- [Exercise instructions]: Using the data below, return every line that holds the word "Heinrich".

- [Entries provided]:
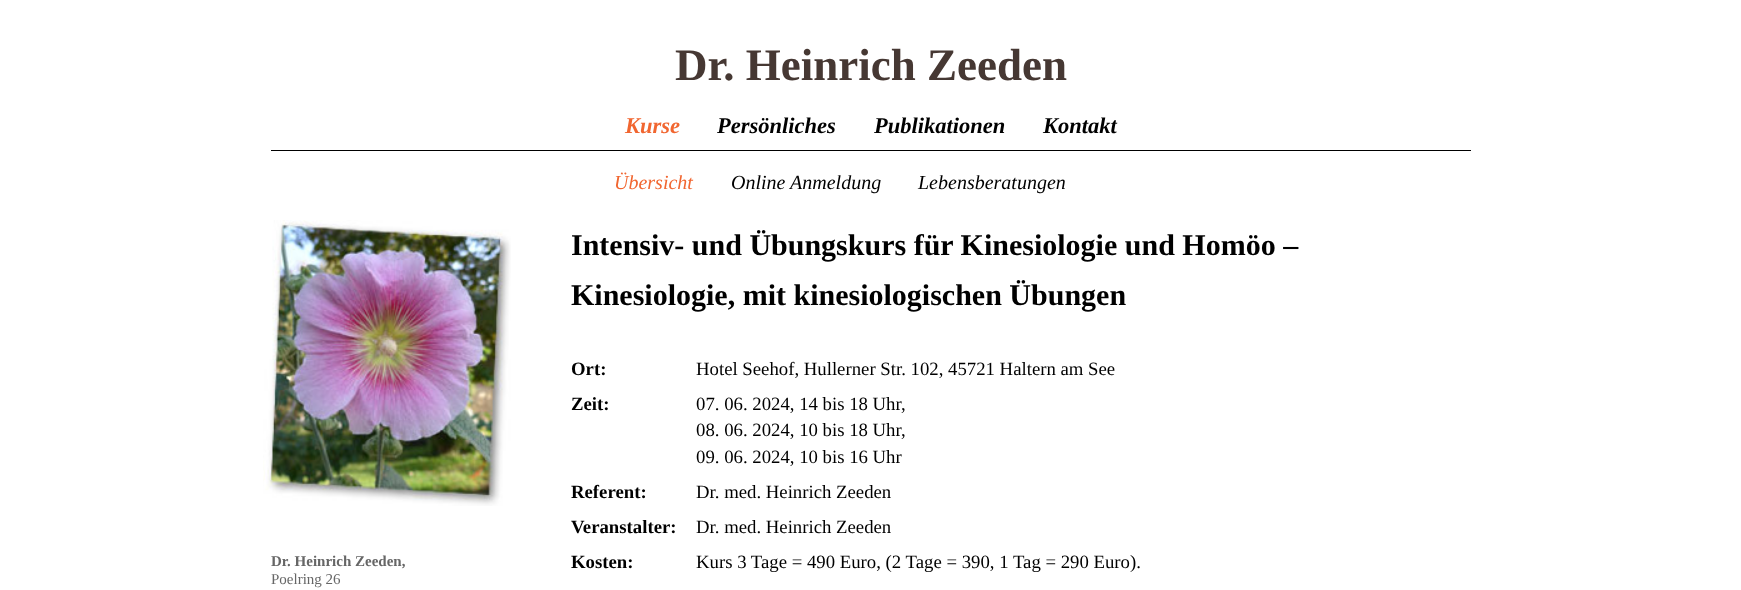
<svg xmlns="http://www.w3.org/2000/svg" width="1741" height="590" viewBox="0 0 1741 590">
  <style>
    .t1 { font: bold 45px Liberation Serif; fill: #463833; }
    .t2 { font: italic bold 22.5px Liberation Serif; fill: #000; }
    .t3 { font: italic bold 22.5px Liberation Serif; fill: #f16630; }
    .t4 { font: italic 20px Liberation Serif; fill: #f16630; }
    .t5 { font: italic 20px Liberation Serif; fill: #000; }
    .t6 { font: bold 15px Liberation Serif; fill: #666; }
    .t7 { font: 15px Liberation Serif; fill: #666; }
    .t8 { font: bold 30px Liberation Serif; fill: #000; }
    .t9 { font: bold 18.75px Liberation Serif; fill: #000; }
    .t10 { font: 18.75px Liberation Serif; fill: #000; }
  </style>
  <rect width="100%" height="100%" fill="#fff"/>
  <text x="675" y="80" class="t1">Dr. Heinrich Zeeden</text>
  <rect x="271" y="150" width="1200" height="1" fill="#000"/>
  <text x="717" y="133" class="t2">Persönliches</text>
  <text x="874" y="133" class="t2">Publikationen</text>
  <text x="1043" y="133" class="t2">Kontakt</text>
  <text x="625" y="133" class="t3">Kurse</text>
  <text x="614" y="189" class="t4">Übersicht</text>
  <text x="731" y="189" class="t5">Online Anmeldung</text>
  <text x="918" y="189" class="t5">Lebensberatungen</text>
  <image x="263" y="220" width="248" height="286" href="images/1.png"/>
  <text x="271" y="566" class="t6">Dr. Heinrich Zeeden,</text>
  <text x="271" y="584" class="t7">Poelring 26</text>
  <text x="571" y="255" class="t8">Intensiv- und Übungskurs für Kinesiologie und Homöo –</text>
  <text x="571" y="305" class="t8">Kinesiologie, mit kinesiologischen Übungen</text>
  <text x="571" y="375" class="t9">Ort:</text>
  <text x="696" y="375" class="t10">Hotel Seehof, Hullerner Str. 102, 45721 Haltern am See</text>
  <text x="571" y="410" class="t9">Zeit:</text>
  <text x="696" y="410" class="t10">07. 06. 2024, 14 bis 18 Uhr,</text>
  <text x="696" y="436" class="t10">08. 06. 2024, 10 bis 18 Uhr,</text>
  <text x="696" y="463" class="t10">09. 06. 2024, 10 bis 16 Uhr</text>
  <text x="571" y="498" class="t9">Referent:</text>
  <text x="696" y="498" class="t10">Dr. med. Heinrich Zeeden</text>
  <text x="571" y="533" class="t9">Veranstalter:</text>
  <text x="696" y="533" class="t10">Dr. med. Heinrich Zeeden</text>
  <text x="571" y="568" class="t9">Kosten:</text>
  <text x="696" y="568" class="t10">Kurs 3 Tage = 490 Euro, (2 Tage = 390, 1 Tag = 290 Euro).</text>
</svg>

- [Response]:
  <text x="675" y="80" class="t1">Dr. Heinrich Zeeden</text>
  <text x="271" y="566" class="t6">Dr. Heinrich Zeeden,</text>
  <text x="696" y="498" class="t10">Dr. med. Heinrich Zeeden</text>
  <text x="696" y="533" class="t10">Dr. med. Heinrich Zeeden</text>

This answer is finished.